Some things that you could do are:
Change your loss function from mean_squared_error to binary_crossentropy. mean_squared_error is intended for regression, but you want to classify your data.
Add show_accuracy=True to your fit() function, which outputs the accuracy of your model at every epoch. That information is probably more useful to you than just the loss value.
Add validation_split=0.2 to your fit() function. Currently you are only training on a training set and validating on nothing. That's a no-go in machine learning as you can't be sure that your model hasn't simply memorized the correct answers for your dataset (without really understanding why these answers are correct).

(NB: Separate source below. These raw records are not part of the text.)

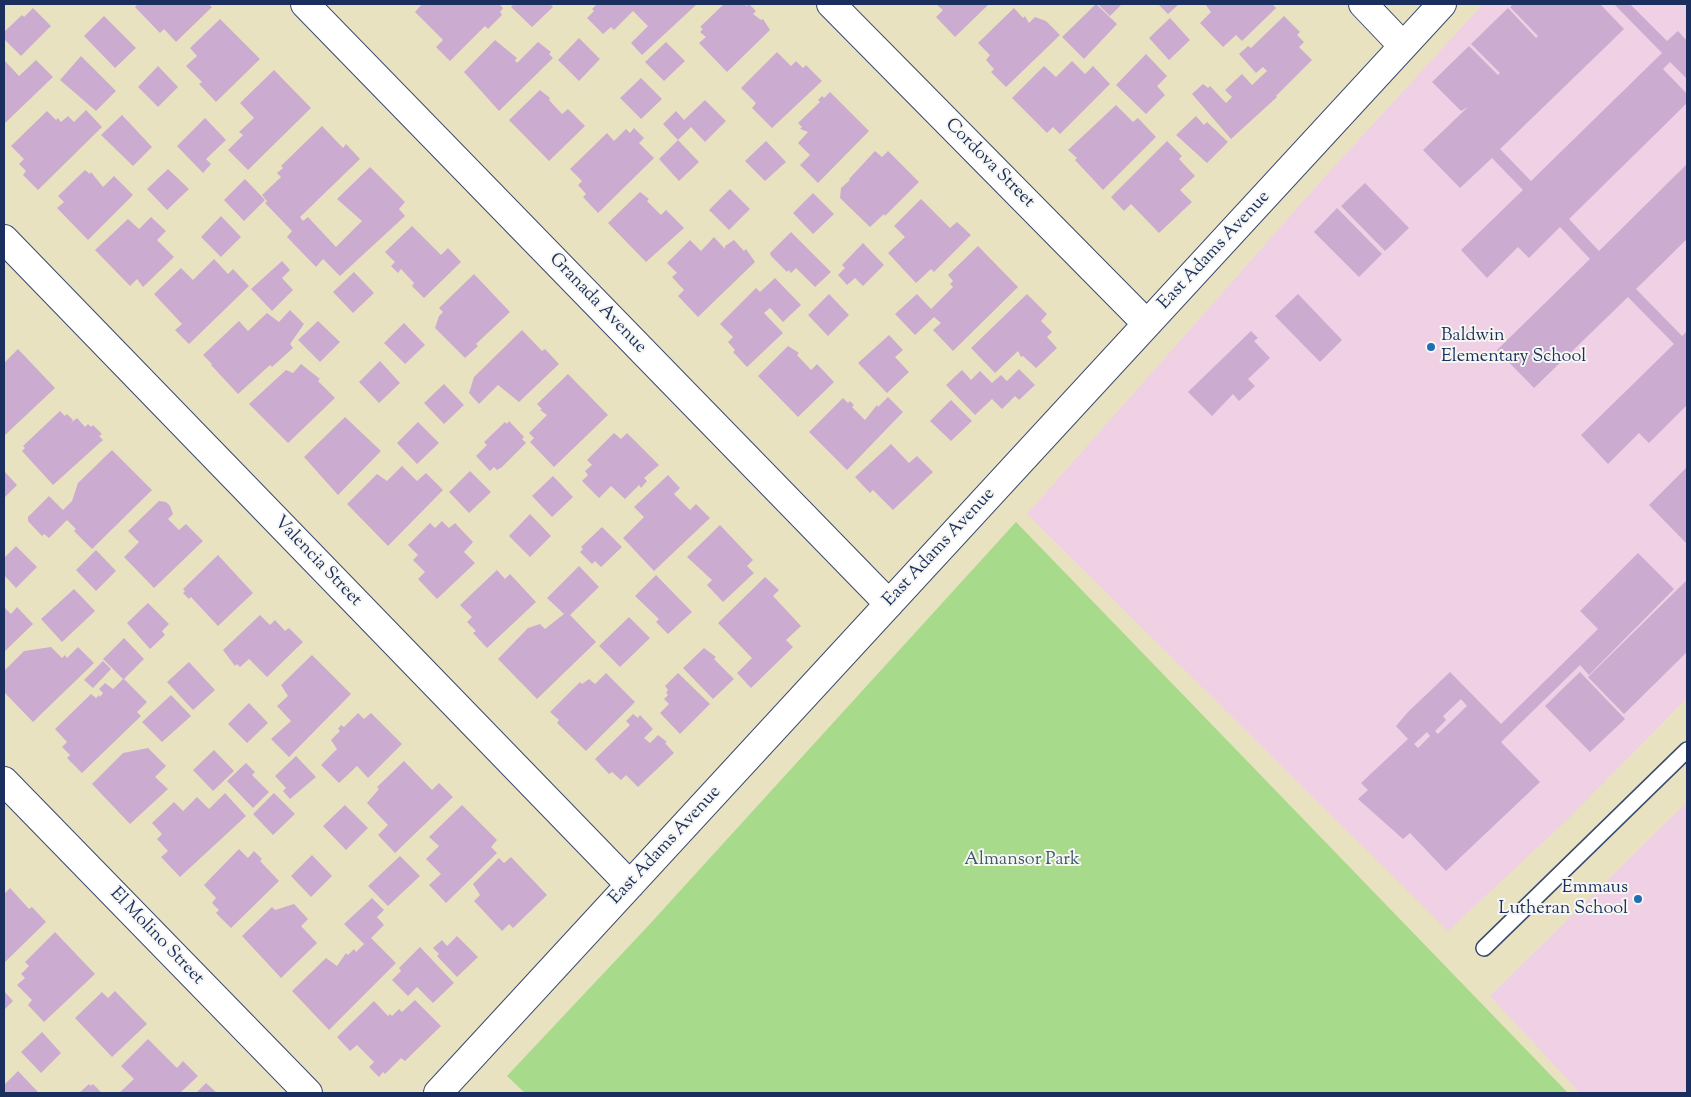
<!DOCTYPE html>
<html>
<head>
<meta charset="utf-8">
<style>
	body { margin:0 }
	#map { position:relative; width:1691px; height:1097px; overflow:hidden; background:#e9e2c1; font-family:"Sorts Mill Goudy",serif }
	canvas { display:block }
	.frame { position:absolute; inset:0; border:5px solid #1b2f5e; pointer-events:none }
</style>
</head>
<body>
<div id="map">
<canvas width="1691" height="1097"></canvas>
<div class="frame"></div>
</div>
<script>
const c = document.querySelector('canvas').getContext('2d');
c.lineJoin = 'round';
function fillPath(path, color) {
  c.fillStyle = color;
  c.fill(path, 'evenodd');
}
function strokePath(path, color, width, dash) {
  c.strokeStyle = color;
  c.lineWidth = width;
  c.lineCap = dash ? 'butt' : 'round';
  c.setLineDash(dash || []);
  c.stroke(path);
}
function write(font, color, halo, rows, align = 'center') {
  c.font = font + ' "Sorts Mill Goudy",serif';
  c.lineWidth = 4;
  c.setLineDash([]);
  c.textBaseline = 'middle';
  c.strokeStyle = halo;
  c.fillStyle = color;
  for (const [text, x, y, turn = 0] of rows) {
    c.save();
    c.translate(x, y);
    c.rotate((+turn || 0) * Math.PI / 180);
    c.textAlign = isNaN(turn) ? turn : align;
    if (halo) c.strokeText(text, 0, 0);
    c.fillText(text, 0, 0);
    c.restore();
  }
}
fillPath(new Path2D(`
	M1483,4H1687V698L1568,819L1448,931L1027,514L1322,180Z
	M1687,802V1093H1580L1490,996Z`), '#f0d0e5');
fillPath(new Path2D(`
	M1016,522L1568,1093H525L507,1076L648,926Z`), '#a7da8a');
fillPath(new Path2D(`
	M138,4H208L212,7L176,42L164,29L160,33L135,7Z
	M422,4H499L503,8L500,12L502,15L488,29L485,26L450,61L436,47L443,40L415,12Z
	M514,4H550L553,7L532,27L511,7Z
	M597,4H697L642,55L631,43L648,26L633,11L614,30L611,27L603,34L587,18L594,11L592,9Z
	M724,4H744L747,6L749,4L756,11L753,14L761,20L763,19L770,30L727,72L699,43L706,37L700,32L703,29L700,27Z
	M936,4H989L955,37L936,17L943,10Z
	M1096,4L1117,24L1084,59L1062,37Z
	M1098,4H1122L1110,16Z
	M1158,4H1179L1168,14Z
	M1205,4H1272L1276,8L1242,41L1236,35L1223,47L1200,23L1211,12Z
	M1513,4H1600L1624,29L1500,149L1531,181L1662,53L1614,4H1630L1667,41L1678,31L1687,41V79L1670,62L1663,69L1687,94V103L1569,219L1599,251L1687,164V239L1636,289L1682,336L1687,331V405L1649,443L1639,433L1608,464L1581,435L1674,344L1628,297L1534,388L1497,350L1590,259L1560,227L1529,258L1518,247L1487,278L1461,250L1523,190L1492,158L1460,188L1423,150L1468,107L1461,111L1432,82L1469,46L1498,75L1500,73L1471,44L1508,8L1536,38L1538,36L1510,7Z
	M33,8L51,26L21,56L4,39V32L22,15L24,17Z
	M1014,8L1023,18L1025,16L1029,23L1035,17L1046,21L1060,35L1006,87L991,72L994,69L986,60L990,55L978,43Z
	M104,16L136,48L115,68L84,36Z
	M1284,16L1300,32L1297,35L1304,42L1299,47L1312,60L1276,96L1277,97L1231,139L1192,94L1203,84L1208,88L1210,86L1226,103L1232,97L1225,90L1242,74L1252,85L1267,71L1263,67L1256,73L1239,54L1248,46L1251,48Z
	M1170,18L1190,40L1169,60L1149,38Z
	M220,19L260,59L216,102L199,84L202,82L186,66L197,56L190,48Z
	M579,38L600,59L579,81L558,60Z
	M495,40L517,58L515,60L517,63L538,42L551,52L549,54L553,58L499,111L464,72Z
	M666,42L685,61L664,81L645,62Z
	M777,52L791,66L796,61L803,68L806,65L822,81L772,128L752,108L756,103L741,88Z
	M1146,54L1167,76L1157,86L1165,95L1146,114L1116,85Z
	M81,56L116,91L96,111L60,80Z
	M4,60L19,76L36,60L53,77L4,124Z
	M1072,61L1085,74L1093,66L1110,84L1060,134L1053,127L1047,133L1012,98L1044,66L1056,77Z
	M158,66L178,87L158,107L138,87Z
	M274,70L311,108L248,170L228,150L243,135L239,132L254,118L240,103Z
	M641,78L662,99L641,119L620,98Z
	M540,90L550,98L549,100L562,114L568,109L585,126L549,161L509,120Z
	M830,92L869,131L818,183L800,165L810,155L798,143L808,132L800,129L802,127L798,123L820,102L818,100L822,96L824,98Z
	M705,100L726,121L705,142L691,127L678,140L663,124L676,111L684,120Z
	M1116,105L1133,122L1138,118L1156,137L1103,190L1075,160L1077,158L1068,150Z
	M86,110L102,127L38,190L23,175L26,171L19,164L24,159L11,146L47,111L56,120L58,118L61,122L68,116L74,122Z
	M122,115L152,147L133,166L101,135Z
	M1196,116L1204,125L1207,122L1228,142L1207,163L1176,135Z
	M205,118L226,140L206,159L211,164L203,173L177,146Z
	M322,126L343,148L346,144L360,159L300,217L303,221L308,217L336,247L362,221L337,199L370,167L405,202L399,209L405,216L340,276L323,259L316,267L287,237L292,231L265,203L267,201L262,195L281,177L277,173L283,168L281,166Z
	M634,128L644,138L639,143L654,158L598,213L583,197L586,194L578,185L582,181L570,169L607,133L614,141L626,129L630,133Z
	M678,140L699,162L679,181L659,159Z
	M766,141L786,162L765,181L745,161Z
	M1167,141L1182,156L1179,159L1195,176L1180,190L1192,202L1159,233L1131,204L1124,211L1111,197Z
	M875,151L882,157L888,151L919,182L885,216L884,214L870,227L840,198L841,188L850,180L849,179Z
	M168,169L189,189L167,210L147,189Z
	M85,170L90,174L91,172L103,187L114,176L133,195L88,240L57,208L64,202L58,196Z
	M245,179L265,200L244,221L224,200Z
	M1365,183L1409,228L1385,251L1341,206Z
	M730,189L750,209L729,230L709,210Z
	M640,192L649,199L647,201L661,215L666,210L684,228L646,262L608,223Z
	M813,193L834,214L813,234L793,213Z
	M921,199L950,228L957,222L971,235L934,272L931,269L916,283L888,253L905,237L894,226Z
	M1337,208L1382,254L1359,277L1314,232Z
	M221,216L241,237L221,257L201,237Z
	M151,217L166,231L157,240L174,257L143,287L137,279L130,286L95,250L128,219L139,229Z
	M412,226L441,255L448,248L461,262L424,298L412,286L414,283L401,269L398,273L391,266L395,262L385,252Z
	M791,232L831,272L815,287L796,268L791,273L789,270L787,272L771,256L770,253Z
	M714,237L725,249V246L734,240L744,251L746,249L755,262L698,317L678,296L684,290L672,277L677,273L667,263L690,240L701,251Z
	M863,243L884,265L863,286L855,278L847,285L838,275L845,268L842,265Z
	M978,246L1018,287L953,351L933,330L941,323L934,317L915,335L895,314L917,294L931,309L953,287L950,284L953,281L948,275Z
	M214,259L228,274L233,269L249,286L189,344L175,330L182,324L154,294L181,268L193,280Z
	M282,261L290,270L282,278L293,290L272,311L251,289Z
	M354,272L374,293L353,313L333,292Z
	M474,274L510,312L476,344L478,346L465,358L435,328L439,316L443,312L439,308Z
	M775,278L801,305L783,322L770,308L764,313L783,333L747,367L733,352L735,350L728,342L733,337L720,324L756,288L760,292Z
	M829,294L849,315L828,336L808,315Z
	M1027,294L1047,314L1041,321L1052,332L1047,337L1057,348L1036,368L1023,356L1021,357L1018,351L995,373L971,348Z
	M1298,294L1342,340L1320,362L1275,316Z
	M290,310L304,324L290,344L293,348L272,367L270,365L238,394L211,365L212,364L203,355L239,321L248,331L267,313L279,322Z
	M318,321L340,342L320,362L298,340Z
	M404,323L425,345L405,364L384,343Z
	M522,330L542,351L545,349L559,364L519,402L498,385L479,404L469,393L474,377Z
	M1251,331L1258,338L1254,341L1270,358L1248,379L1255,386L1239,401L1233,394L1212,416L1188,392Z
	M889,335L903,350L895,357L909,372L887,393L858,363Z
	M788,346L799,353L797,355L811,370L817,364L834,382L798,417L758,376Z
	M18,349L55,388L5,435L4,363Z
	M380,361L400,383L379,403L359,382Z
	M301,364L320,379L318,381L335,398L288,443L249,404L286,370L293,373Z
	M1019,369L1035,385L1019,400L1015,396L1002,409L992,399L975,415L946,385L962,370L971,380L980,371L992,383L1001,375L1007,381Z
	M568,374L608,415L554,467L530,442L534,438L529,433L547,415L540,410L542,409L537,404Z
	M444,384L464,405L444,424L424,403Z
	M888,397L903,412L847,470L809,432L843,398L848,403L850,401L854,405L852,407L865,420L877,405L878,407Z
	M951,400L972,421L951,441L930,421Z
	M60,411L65,416L67,414L73,420L71,423L77,418L85,427L88,424L91,427L93,425L102,434L99,436L103,440L53,485L22,451L25,448L23,446Z
	M345,417L381,451L338,495L304,457Z
	M509,421L524,437L522,439L526,443L502,467L497,470L494,467L490,471L476,456L487,445L484,442L505,422L507,424Z
	M418,422L439,443L417,464L397,443Z
	M614,433L621,439L627,433L659,465L644,478L647,481L641,488L639,485L625,499L611,486L599,498L582,481L588,475L585,471L592,465L587,460Z
	M891,444L909,463L917,456L933,472L893,510L873,490L870,493L855,477Z
	M112,450L152,490L92,549L74,531L76,529L67,520L49,538L44,534L42,536L28,521V517L49,496L63,510L72,501L78,483Z
	M402,466L417,481L426,473L443,490L388,546L347,504L377,474L387,481Z
	M1687,467V542L1686,543L1649,505Z
	M4,471L17,485L4,498Z
	M470,471L491,492L469,513L449,492Z
	M668,475L680,488L674,494L690,510L696,504L710,518L654,571L623,538L644,517L634,507Z
	M553,476L573,497L552,517L532,496Z
	M159,501L166,502L170,506L173,514L168,519L179,530L186,524L203,541L154,588L124,557L139,542L128,531Z
	M530,514L551,536L530,557L509,536Z
	M442,521L449,528L455,523L473,542L464,552L475,563L437,599L418,579L425,572L413,560L418,555L408,545L430,523L435,528Z
	M720,525L753,560L747,566L754,573L723,602L707,585L712,580L687,557Z
	M602,527L622,547L601,567L595,561L592,564L580,552L583,549L581,547Z
	M16,546L37,567L16,588L4,575V558Z
	M96,550L116,571L96,591L76,570Z
	M1638,553L1674,589L1589,675L1580,665L1501,742L1540,782L1446,871L1410,833L1403,839L1358,799L1368,790L1361,783L1408,739L1396,726L1408,712L1450,672L1501,724L1598,629L1580,611ZM1461,699L1467,706L1438,734L1435,731L1446,720L1443,716ZM1427,732L1430,736L1418,748L1414,744Z
	M218,555L253,593L218,626L191,597L189,599L183,593L185,591L183,589Z
	M579,566L599,587L570,615L596,642L537,699L498,659L528,628L540,624L545,629L564,614L547,598Z
	M497,570L505,579L510,574L536,602L487,648L473,633L476,631L467,622L472,617L460,605Z
	M656,575L692,612L668,634L656,622L659,619L635,596Z
	M765,577L779,590L773,596L801,626L786,640L793,647L751,688L737,673L752,658L718,623Z
	M1687,580V652L1624,714L1588,677Z
	M74,589L95,611L62,642L41,619Z
	M148,603L169,624L162,631L165,635L150,649L127,623Z
	M4,607L11,614L17,607L33,624L4,652Z
	M260,615L270,625L275,620L285,631L289,628L303,642L267,677L249,659L240,667L237,664L235,666L223,650Z
	M629,617L650,638L620,667L599,646Z
	M124,638L144,659L124,679L147,702L137,712L141,716L82,773L67,758L70,755L62,747L67,742L55,729L91,694L96,698L99,695L100,697L103,693L99,689L105,683L113,689L123,679L103,659Z
	M51,647L62,658L65,655L67,658L78,647L94,663L33,722L4,692V671L24,651Z
	M704,648L716,657L714,659L734,679L713,699L683,668Z
	M312,655L351,694L289,757L271,739L291,721L277,706L288,696L281,685Z
	M103,661L111,669L93,688L84,680Z
	M189,662L215,690L193,710L167,682Z
	M1580,672L1625,719L1590,752L1545,706Z
	M606,673L635,702L586,751L557,723L559,720L550,712L580,682L582,684L589,679L595,684Z
	M678,673L710,704L680,734L660,713L669,704L664,699L668,695L666,693L668,690L665,686Z
	M171,695L191,716L162,742L142,722Z
	M249,703L268,723L247,743L228,724Z
	M358,713L364,719L371,713L402,744L368,778L357,766L339,783L321,765L337,749L331,740L340,731L338,729L341,725L344,727Z
	M633,714L638,718L640,715L653,729L644,738L650,743L658,735L667,742L665,743L674,753L638,787L626,775L621,780L612,772L609,774L595,759L630,725L626,721Z
	M148,748L166,766L155,777L168,789L130,824L92,784L123,753Z
	M214,750L234,771L213,791L193,770Z
	M296,756L316,777L290,799L283,791L286,788L275,776Z
	M404,761L432,790L439,783L453,797L395,853L378,835L388,825L367,803L379,789L377,787Z
	M246,763L255,772L252,775L269,792L253,808L227,781Z
	M225,793L246,816L180,877L161,857L168,851L157,839L162,834L152,823L174,802L183,811L197,797L209,809Z
	M274,793L295,814L273,835L253,814Z
	M345,805L368,828L346,850L323,826Z
	M462,805L497,840L491,847L497,853L446,903L429,885L441,874L426,859L439,846L429,837Z
	M239,849L248,858L254,851L262,859L260,861L279,881L231,928L216,913L219,910L212,903L216,898L204,885Z
	M312,855L332,876L311,897L291,876Z
	M400,856L420,876L388,906L368,886Z
	M511,857L547,895L513,928L509,924L502,931L474,901L480,895L473,884L499,858L504,863Z
	M10,888L29,909L32,907L46,922L4,963V894Z
	M372,898L384,910L377,917L384,925L371,938L396,963L329,1030L292,991L326,958L337,966L346,953L348,955L354,949L356,952L364,944L344,924Z
	M294,904L308,919L301,926L317,943L281,978L242,936L272,907L275,910Z
	M55,932L95,974L44,1022L28,1005L32,1000L17,985L25,978L21,974L29,966L25,962Z
	M457,936L478,957L457,977L437,956L439,954L433,948L442,940L447,946Z
	M420,947L454,983L433,1003L417,987L408,996L392,980L401,971L399,968Z
	M4,991L13,1001L4,1010Z
	M115,991L147,1024L112,1057L75,1018L102,992L108,998Z
	M415,1000L441,1026L405,1061L401,1058L385,1074L383,1072L379,1077L369,1067L374,1062L357,1045L350,1051L337,1037L374,1001L388,1016L390,1014L392,1016L399,1009L402,1012Z
	M42,1032L61,1053L41,1073L21,1052Z
	M148,1039L177,1068L183,1061L198,1076L180,1093H119L134,1079L121,1066Z
	M18,1071L38,1092L37,1093H4V1085Z
	M206,1083L217,1093H196Z
	M89,1084L91,1086L93,1084L102,1093H79Z`), '#cbabcf');
const lane = new Path2D(`
	M1484,948L1687,750`);
const street = new Path2D(`
	M305,4L889,604
	M831,4L1147,324
	M1363,4L1403,46
	M4,239L630,885
	M4,781L308,1093
	M438,1093L1442,4`);
strokePath(lane, '#3a4a6d', 18);
strokePath(street, '#3a4a6d', 30);
strokePath(lane, '#fff', 15);
strokePath(street, '#fff', 28);
for (const [x, y, r, color] of [
	[1431,347,5,"#1f6fb2"],
	[1638,899,5,"#1f6fb2"]
]) {
  const dot = new Path2D();
  dot.arc(x, y, r, 0, 2 * Math.PI);
  c.fillStyle = color;
  c.fill(dot);
  strokePath(dot, '#f6f6f2', 2);
}
write('18px', '#1b2f5e', '#f6f6f2', [
	["Cordova Street",989,164,45],
	["East Adams Avenue",1215,251,-47],
	["Granada Avenue",597,304,46],
	["East Adams Avenue",940,548,-47],
	["Valencia Street",317,562,46],
	["East Adams Avenue",666,846,-47],
	["El Molino Street",156,937,46]
]);
write('18px', '#1b2f5e', '#f6f6f2', [
	["Baldwin",1441,337],
	["Elementary School",1441,358],
	["Emmaus",1628,889,"right"],
	["Lutheran School",1628,910,"right"]
], 'left');
write('18px', '#3e5a69', '#f6f6f2', [
	["Almansor Park",1022,861]
]);
</script>
</body>
</html>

Change from Obama/Romney to Democrat/Republican and add data from previous elections. ~1200 examples is a pretty small dataset for neural networks. Also add columns with valuable information, like unemployment rate or population density. Note that quite some of the values (like population number) are probably similar to providing the name of the state, so e.g. your net will likely learn that Texas means Republican.
If you haven't done that already, normalize all your values to the range of 0 to 1 (by subtracting from each value the minimum of the column and then dividing by the (max - min) of the column). Neural networks can handle normalized data better than unnormalized data.
Try Adam and Adagrad instead of SGD. Sometimes they perform better. (See documentation about optimizers.)
Try Activation('relu'), LeakyReLU, PReLU and ELU instead of Activation('tanh'). Tanh is rarely the best choice. (See advanced activation functions.)
Try increasing/decreasing your dense layers sizes (e.g. from 64 to 128). Also try adding/removing layers.
Try adding BatchNormalization layers (before the Activation layers). (See documentation.)
Try changing the dropout rates (e.g. from 0.5 to 0.25).